(Bloomberg) -- Verizon Communications Inc. expects a massive windfall from U.S tax cuts to boost 2018 cash flow by $3.5 billion to $4 billion, giving the phone giant a lift during a challenging time.
The tax-cut boon helped soften the blow as fourth-quarter earnings missed estimates. The largest U.S. wireless carrier has had to offer unlimited data plans to keep luring subscribers as a saturated and competitive market makes it more difficult to attract new customers.
Verizon and other phone carriers are investing heavily in the next generation of wireless networks, known as 5G, and the tax bill will let them immediately deduct that capital spending. Verizon sees investments in the range of $17 billion to $17.8 billion this year, compared with $17.2 billion in 2017, executives said on a call Tuesday. The tax rate for U.S. companies was lowered to 21 percent from 35 percent in last month’s bill, President Donald Trump’s biggest legislative achievement.

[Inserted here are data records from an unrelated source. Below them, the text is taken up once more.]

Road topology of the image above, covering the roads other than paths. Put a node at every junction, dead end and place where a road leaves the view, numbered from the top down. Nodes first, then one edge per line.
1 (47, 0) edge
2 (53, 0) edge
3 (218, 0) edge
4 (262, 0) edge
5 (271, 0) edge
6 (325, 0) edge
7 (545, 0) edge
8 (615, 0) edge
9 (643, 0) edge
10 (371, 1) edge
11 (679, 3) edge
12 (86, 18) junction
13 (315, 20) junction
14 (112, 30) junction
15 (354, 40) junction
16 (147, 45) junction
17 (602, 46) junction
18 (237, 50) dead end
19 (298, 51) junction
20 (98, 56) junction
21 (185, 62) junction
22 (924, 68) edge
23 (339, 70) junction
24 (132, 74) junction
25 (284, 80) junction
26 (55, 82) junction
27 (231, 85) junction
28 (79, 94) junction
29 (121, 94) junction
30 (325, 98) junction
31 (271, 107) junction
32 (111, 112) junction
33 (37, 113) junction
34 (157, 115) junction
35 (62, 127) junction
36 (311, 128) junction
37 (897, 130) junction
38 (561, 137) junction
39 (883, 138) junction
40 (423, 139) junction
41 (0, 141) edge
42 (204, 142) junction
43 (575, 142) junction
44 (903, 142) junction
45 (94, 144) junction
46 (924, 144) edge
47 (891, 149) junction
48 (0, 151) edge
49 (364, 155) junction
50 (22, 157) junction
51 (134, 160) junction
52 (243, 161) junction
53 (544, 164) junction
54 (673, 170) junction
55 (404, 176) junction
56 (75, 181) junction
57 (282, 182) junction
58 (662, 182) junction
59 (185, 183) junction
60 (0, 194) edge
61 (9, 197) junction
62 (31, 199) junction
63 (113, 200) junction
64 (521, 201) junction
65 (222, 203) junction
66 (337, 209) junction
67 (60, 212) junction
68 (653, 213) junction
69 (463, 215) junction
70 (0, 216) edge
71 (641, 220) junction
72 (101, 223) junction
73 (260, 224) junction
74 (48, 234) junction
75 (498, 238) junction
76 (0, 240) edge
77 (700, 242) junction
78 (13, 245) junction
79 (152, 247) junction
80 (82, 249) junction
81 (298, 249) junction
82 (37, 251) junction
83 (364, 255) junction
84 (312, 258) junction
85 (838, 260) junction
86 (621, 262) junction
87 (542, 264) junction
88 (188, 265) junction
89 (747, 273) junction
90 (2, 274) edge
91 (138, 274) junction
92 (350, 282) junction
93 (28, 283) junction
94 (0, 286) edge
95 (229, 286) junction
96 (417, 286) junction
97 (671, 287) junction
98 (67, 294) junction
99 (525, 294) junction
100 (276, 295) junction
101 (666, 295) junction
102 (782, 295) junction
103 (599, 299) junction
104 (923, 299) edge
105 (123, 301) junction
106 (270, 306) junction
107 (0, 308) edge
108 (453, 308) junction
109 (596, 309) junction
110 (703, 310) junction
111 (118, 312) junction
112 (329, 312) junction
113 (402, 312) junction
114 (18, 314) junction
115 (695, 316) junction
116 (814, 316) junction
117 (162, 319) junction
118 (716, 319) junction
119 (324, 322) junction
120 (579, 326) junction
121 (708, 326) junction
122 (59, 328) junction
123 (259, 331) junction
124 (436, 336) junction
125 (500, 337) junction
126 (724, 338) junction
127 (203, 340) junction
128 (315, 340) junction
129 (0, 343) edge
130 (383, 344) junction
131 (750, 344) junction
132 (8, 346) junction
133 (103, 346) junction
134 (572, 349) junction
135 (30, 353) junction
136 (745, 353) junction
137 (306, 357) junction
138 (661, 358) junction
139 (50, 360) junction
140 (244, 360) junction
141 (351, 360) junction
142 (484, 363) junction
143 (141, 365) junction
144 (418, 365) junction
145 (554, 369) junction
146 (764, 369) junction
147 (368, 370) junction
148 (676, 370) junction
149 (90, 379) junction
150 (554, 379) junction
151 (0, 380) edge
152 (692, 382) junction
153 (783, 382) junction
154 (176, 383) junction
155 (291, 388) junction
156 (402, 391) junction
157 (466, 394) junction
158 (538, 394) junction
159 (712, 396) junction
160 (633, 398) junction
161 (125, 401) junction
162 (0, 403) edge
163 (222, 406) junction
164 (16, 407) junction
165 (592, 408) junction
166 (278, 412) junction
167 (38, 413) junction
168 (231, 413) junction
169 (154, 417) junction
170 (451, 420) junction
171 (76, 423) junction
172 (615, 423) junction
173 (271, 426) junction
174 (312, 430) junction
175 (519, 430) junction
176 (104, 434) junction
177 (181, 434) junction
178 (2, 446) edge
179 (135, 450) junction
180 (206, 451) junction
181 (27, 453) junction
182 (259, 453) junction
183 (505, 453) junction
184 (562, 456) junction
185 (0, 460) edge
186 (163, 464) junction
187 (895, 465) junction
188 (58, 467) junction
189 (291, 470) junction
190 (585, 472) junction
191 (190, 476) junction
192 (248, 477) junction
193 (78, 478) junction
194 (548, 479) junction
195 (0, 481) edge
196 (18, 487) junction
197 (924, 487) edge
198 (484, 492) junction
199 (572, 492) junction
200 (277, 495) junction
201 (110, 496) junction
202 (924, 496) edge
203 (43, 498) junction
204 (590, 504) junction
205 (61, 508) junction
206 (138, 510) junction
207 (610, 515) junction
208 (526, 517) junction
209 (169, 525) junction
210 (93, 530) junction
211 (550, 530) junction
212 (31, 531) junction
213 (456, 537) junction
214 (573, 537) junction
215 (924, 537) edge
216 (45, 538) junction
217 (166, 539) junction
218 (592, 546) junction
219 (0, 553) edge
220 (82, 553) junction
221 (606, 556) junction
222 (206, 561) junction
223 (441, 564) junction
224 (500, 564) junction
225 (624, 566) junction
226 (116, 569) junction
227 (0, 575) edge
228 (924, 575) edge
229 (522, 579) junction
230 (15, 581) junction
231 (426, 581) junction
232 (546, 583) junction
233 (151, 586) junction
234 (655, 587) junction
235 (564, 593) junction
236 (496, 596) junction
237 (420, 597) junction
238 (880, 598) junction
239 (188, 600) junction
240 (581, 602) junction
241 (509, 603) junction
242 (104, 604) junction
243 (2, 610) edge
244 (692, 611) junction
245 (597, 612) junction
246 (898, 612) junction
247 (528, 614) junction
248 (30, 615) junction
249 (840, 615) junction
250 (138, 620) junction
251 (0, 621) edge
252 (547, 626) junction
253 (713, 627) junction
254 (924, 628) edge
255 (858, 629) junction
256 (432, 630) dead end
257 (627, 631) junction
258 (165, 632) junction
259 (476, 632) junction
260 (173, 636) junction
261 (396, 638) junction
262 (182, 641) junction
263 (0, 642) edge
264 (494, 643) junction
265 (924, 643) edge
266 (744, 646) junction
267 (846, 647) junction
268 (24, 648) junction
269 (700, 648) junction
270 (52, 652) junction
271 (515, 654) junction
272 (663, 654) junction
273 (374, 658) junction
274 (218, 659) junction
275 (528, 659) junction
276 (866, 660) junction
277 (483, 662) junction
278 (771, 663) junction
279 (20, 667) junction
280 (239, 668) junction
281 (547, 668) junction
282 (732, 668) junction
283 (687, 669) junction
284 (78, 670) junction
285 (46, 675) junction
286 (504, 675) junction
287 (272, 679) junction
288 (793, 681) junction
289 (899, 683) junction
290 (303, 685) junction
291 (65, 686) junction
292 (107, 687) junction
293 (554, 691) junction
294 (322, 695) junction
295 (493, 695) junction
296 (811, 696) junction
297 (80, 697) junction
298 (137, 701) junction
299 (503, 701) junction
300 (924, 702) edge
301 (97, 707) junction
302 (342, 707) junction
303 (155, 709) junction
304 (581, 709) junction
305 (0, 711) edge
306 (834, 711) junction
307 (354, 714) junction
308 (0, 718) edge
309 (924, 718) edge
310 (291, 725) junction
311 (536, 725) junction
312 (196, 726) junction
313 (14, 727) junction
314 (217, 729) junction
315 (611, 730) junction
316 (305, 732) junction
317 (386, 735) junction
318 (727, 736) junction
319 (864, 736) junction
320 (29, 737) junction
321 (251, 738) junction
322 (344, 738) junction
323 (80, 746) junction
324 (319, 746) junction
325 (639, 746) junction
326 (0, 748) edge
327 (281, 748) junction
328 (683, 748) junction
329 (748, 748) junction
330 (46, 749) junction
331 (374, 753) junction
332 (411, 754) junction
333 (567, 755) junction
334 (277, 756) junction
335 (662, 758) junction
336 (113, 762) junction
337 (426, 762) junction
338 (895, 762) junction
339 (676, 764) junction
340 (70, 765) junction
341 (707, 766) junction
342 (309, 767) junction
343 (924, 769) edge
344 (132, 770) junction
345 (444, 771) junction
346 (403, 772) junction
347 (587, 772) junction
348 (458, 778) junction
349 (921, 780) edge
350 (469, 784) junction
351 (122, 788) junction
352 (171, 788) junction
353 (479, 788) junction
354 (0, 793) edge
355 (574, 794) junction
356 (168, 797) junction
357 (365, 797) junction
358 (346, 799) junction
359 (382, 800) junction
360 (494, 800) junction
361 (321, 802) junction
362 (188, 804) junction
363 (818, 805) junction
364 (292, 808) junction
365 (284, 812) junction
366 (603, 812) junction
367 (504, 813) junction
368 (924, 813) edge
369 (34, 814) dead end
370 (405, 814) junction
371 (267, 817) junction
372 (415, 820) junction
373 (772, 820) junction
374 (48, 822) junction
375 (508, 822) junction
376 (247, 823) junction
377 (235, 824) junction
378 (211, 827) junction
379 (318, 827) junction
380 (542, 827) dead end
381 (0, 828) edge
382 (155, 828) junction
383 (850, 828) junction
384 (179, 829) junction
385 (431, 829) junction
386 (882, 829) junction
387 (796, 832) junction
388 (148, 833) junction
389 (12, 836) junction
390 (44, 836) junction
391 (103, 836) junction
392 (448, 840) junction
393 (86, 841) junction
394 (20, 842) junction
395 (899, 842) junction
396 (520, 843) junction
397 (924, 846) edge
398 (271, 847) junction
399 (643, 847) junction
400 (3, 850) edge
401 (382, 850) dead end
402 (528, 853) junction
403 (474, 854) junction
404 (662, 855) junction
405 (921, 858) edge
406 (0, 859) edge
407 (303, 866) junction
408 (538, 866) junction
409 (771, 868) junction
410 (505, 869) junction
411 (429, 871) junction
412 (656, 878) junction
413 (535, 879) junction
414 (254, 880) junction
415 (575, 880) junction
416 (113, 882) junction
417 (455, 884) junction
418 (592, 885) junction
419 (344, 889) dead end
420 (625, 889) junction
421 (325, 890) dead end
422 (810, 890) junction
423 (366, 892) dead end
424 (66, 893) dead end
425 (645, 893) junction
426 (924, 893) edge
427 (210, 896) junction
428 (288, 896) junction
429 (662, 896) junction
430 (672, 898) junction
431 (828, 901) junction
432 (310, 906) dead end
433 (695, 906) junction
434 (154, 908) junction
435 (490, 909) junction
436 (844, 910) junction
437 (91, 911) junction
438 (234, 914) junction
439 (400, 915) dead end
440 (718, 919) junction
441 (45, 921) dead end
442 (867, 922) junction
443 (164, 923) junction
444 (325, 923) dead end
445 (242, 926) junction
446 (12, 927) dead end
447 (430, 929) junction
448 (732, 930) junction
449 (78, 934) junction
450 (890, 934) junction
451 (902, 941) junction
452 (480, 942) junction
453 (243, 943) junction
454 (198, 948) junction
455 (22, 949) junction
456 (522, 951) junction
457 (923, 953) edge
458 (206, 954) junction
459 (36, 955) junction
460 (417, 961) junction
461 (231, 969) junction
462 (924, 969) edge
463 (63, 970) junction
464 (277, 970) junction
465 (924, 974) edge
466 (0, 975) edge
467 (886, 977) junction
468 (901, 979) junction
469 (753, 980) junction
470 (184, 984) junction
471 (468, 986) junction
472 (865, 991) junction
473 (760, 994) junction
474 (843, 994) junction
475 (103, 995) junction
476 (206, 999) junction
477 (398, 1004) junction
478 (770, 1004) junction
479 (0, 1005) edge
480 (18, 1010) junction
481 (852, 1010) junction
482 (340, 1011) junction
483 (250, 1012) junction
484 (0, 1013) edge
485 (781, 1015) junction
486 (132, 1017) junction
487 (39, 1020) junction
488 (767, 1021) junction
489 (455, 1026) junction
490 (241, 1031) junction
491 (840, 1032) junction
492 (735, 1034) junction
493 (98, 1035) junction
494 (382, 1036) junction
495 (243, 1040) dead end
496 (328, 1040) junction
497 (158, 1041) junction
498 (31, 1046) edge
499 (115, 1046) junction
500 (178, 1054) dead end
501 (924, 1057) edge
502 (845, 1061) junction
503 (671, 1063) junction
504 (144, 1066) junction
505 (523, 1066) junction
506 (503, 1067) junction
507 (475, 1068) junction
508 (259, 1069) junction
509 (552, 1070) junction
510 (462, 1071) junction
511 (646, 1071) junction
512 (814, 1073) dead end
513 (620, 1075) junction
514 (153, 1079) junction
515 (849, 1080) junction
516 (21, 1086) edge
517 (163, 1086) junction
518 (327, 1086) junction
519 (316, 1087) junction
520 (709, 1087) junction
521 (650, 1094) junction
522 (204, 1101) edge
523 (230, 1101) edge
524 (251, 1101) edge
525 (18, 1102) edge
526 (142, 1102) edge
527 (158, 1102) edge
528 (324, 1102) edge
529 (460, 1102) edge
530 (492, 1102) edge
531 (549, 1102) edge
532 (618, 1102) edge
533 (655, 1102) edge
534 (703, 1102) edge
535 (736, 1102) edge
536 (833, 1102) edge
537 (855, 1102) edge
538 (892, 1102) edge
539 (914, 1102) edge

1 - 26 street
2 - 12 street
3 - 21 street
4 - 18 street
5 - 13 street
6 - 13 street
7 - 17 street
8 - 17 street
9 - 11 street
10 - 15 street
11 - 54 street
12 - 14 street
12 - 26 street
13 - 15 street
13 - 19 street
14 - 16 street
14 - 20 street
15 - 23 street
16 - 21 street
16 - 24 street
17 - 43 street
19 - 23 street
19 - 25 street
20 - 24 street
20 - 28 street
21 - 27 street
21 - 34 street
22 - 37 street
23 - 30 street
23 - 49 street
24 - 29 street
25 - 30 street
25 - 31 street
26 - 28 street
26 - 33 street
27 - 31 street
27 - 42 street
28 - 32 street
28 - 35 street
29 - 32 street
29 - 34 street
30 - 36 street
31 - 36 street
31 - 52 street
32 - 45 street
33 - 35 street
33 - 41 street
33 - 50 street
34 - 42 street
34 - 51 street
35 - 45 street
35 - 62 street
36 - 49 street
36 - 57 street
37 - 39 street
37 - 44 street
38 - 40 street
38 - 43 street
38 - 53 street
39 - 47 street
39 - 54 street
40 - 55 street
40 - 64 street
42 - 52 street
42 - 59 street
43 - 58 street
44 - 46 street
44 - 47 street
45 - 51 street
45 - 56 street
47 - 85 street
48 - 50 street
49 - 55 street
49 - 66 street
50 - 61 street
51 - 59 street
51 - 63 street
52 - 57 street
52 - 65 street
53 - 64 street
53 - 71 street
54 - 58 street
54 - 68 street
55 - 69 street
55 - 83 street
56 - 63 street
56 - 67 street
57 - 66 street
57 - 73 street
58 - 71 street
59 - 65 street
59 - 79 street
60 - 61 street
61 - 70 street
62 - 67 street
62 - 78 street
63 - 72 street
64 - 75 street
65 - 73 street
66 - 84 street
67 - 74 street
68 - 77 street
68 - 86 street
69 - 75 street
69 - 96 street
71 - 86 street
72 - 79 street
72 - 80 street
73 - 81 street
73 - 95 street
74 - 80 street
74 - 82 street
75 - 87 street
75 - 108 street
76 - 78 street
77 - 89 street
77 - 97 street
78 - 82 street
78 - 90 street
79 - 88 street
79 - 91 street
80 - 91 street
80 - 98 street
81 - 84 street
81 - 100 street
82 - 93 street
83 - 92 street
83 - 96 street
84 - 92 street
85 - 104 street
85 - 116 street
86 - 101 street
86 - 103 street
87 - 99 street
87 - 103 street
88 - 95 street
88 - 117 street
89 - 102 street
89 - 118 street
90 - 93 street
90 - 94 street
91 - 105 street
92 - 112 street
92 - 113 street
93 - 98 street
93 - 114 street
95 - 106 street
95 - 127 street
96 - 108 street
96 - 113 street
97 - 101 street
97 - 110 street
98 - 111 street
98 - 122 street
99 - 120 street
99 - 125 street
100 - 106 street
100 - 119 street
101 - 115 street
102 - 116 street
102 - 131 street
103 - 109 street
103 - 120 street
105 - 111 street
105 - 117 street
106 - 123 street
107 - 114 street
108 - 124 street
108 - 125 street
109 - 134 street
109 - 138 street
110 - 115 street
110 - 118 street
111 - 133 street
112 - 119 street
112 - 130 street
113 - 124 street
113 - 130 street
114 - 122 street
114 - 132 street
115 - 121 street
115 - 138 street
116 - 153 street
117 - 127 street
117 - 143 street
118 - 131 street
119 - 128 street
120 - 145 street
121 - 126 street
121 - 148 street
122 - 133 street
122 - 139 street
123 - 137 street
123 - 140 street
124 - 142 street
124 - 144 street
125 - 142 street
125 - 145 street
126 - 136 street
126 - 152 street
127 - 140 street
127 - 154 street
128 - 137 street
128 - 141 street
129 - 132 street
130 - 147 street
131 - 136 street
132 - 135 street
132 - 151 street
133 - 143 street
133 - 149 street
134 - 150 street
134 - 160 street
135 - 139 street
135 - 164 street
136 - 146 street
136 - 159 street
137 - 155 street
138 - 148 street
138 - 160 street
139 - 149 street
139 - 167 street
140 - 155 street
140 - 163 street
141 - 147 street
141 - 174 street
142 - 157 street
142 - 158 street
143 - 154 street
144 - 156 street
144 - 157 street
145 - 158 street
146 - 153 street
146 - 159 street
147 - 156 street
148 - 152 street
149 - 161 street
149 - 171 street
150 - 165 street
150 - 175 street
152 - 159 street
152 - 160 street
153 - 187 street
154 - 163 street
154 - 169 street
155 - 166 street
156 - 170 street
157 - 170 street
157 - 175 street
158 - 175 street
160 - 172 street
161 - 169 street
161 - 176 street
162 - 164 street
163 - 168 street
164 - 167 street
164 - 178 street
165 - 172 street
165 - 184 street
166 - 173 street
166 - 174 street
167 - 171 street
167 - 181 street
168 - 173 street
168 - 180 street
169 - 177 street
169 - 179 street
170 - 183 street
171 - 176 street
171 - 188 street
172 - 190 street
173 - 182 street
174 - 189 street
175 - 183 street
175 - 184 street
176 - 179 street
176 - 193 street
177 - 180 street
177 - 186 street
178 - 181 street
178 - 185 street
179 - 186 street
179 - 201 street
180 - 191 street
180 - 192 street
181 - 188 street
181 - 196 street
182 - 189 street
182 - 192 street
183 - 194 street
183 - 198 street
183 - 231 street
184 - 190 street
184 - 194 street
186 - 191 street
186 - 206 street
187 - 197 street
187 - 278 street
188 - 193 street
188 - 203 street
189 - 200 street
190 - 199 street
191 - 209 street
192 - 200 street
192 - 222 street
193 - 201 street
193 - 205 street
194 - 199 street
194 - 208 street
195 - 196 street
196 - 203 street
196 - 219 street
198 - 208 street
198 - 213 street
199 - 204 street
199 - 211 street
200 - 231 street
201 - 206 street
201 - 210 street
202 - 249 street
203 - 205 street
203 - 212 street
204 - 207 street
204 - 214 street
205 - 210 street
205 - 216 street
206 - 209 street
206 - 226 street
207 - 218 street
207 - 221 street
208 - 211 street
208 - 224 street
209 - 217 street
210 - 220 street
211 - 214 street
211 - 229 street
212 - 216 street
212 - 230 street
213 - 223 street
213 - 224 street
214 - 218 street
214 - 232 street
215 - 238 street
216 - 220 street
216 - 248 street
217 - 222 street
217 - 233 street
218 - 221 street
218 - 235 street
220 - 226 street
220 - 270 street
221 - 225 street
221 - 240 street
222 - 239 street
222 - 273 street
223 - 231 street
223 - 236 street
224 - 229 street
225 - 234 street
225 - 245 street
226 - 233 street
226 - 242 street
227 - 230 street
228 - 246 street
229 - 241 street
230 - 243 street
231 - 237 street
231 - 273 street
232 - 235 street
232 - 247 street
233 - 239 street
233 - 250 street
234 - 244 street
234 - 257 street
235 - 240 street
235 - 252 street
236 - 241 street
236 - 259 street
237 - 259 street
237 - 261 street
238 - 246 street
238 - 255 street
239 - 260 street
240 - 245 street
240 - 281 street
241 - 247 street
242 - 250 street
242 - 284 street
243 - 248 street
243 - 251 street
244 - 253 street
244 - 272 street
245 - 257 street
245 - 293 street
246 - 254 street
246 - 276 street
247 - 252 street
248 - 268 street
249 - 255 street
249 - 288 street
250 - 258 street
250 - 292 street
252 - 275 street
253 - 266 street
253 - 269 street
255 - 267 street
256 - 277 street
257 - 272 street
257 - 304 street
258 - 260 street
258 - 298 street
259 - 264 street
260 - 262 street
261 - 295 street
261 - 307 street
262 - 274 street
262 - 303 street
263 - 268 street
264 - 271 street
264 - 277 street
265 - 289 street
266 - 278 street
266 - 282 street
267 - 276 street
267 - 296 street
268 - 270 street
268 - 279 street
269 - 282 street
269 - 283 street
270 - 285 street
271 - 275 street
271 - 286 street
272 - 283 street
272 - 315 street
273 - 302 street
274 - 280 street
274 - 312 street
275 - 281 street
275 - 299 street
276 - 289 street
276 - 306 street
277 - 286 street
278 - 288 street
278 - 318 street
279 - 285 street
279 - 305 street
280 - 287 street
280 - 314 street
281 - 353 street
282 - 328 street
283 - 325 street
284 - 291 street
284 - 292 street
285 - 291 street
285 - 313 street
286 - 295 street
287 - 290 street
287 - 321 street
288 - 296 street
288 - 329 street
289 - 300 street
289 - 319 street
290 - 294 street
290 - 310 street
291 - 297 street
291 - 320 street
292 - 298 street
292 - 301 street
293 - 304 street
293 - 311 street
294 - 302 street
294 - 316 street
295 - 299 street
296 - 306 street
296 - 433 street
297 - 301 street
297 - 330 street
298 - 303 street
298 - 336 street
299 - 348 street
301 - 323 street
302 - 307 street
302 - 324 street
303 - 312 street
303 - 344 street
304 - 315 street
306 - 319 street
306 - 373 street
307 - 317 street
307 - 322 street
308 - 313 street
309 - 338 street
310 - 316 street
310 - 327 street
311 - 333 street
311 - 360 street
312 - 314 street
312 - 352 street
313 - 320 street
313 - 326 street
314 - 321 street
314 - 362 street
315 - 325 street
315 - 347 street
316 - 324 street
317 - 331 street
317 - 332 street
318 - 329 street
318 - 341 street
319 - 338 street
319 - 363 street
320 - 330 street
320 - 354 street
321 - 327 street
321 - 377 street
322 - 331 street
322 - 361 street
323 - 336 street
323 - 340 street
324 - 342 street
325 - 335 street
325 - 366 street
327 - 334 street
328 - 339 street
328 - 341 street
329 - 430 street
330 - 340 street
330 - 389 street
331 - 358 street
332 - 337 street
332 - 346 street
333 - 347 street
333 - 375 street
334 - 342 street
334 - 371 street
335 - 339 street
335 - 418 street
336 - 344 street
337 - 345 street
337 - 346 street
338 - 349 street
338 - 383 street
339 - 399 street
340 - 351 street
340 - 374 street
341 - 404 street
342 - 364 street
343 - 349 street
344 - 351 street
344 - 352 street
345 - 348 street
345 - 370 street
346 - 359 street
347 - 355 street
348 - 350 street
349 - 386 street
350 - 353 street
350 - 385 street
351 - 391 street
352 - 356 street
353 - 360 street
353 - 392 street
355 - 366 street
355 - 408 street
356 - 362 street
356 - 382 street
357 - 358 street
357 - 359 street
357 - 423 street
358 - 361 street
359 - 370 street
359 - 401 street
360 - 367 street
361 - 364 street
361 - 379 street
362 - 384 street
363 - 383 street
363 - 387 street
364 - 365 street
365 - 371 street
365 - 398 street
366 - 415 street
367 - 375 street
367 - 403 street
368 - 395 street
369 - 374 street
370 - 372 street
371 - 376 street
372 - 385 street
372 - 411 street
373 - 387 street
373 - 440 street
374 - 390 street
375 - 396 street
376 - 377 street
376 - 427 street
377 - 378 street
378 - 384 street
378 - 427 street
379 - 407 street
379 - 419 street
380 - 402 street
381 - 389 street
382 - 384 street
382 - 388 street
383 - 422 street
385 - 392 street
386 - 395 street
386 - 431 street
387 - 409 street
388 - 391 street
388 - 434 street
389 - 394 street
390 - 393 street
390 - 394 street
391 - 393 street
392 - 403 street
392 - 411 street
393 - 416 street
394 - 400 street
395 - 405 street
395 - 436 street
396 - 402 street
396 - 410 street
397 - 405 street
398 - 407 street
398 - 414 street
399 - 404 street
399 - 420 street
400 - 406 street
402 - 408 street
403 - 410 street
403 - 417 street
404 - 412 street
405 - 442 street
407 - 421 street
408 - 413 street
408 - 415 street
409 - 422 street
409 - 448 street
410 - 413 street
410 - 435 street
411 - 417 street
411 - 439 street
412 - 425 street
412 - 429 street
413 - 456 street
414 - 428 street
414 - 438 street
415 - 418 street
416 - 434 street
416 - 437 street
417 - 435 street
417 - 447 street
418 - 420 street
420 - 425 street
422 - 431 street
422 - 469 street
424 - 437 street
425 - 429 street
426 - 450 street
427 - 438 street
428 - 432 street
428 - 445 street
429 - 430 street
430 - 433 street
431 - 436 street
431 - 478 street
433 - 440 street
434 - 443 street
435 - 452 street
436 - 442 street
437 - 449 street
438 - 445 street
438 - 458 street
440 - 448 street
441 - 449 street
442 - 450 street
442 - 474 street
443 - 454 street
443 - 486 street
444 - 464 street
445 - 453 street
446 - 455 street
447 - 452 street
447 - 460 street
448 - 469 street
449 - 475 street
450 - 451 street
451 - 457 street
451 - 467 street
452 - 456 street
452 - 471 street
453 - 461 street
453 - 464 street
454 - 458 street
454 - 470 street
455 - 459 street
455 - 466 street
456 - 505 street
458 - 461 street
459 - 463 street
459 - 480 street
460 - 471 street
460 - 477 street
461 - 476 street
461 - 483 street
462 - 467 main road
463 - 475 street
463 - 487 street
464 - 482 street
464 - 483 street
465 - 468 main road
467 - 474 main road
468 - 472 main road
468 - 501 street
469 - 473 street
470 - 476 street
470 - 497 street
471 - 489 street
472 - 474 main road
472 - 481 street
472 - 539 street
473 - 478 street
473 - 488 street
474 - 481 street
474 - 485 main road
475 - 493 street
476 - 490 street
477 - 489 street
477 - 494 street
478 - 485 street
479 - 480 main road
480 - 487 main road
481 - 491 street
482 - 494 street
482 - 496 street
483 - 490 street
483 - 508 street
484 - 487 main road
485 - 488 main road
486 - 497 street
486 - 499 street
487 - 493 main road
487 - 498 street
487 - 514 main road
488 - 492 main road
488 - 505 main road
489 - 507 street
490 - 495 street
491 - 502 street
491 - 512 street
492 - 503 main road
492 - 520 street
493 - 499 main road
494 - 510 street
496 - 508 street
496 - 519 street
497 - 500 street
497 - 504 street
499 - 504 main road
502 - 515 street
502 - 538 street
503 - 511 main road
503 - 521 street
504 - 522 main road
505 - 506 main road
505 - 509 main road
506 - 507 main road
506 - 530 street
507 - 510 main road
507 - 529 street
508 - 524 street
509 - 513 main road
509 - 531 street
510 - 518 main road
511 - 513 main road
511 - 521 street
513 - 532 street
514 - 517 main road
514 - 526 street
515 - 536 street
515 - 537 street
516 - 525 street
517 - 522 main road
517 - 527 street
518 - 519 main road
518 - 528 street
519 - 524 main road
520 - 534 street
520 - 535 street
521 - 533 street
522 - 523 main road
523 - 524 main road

“Good well outweighs the bad here,” Jennifer Fritzsche, an analyst with Wells Fargo & Co., wrote in a note Tuesday. “Despite the slightly lower EPS, better revenue and phone adds we believe are key metrics where investors were looking for improvement.”
Verizon posted 1.2 million retail postpaid net additions, including 647,000 phone users, according to its statement.
The bulk of Verizon’s $127.2 billion estimated revenue this year is from the U.S., which makes it one of the biggest tax overhaul beneficiaries in the telecommunications industry. Rival AT&T Inc. was one of the first U.S. companies to cheer the new tax rules and promised to give 200,000 of its workers a $1,000 bonus as a way to celebrate the cuts. The telecommunications giant also reiterated its plan to invest an additional $1 billion in the U.S. this year.
Verizon hinted it may also reward bonuses, saying in Tuesday’s statement that it will make an announcement later in the day “how employees will further share in the company’s success.”
The stock was little changed at $53.47 as of 9:56 a.m. in New York after earlier rising as much as 2.1 percent. The shares rose less than 1 percent last year compared with a 19.4 percent gain by the Standard & Poor’s 500 Index.
By applying a new corporate tax rate of 21 percent on deferred taxes, Verizon booked an increase in fourth-quarter earnings of about $16.8 billion or $4.10 a share, according to a filing last week. Leaving out that one-time increase and other items, earnings were unchanged from a year earlier at 86 cents a share, missing the 88-cent average estimate of analysts.
Verizon is projected to report a net profit of $18.7 billion this year, the average of analysts’ projections compiled by Bloomberg.
On Tuesday’s conference call, Chief Executive Officer Lowell McAdam said that while the company looks at deals, there is “nothing going on” in terms of current M&A.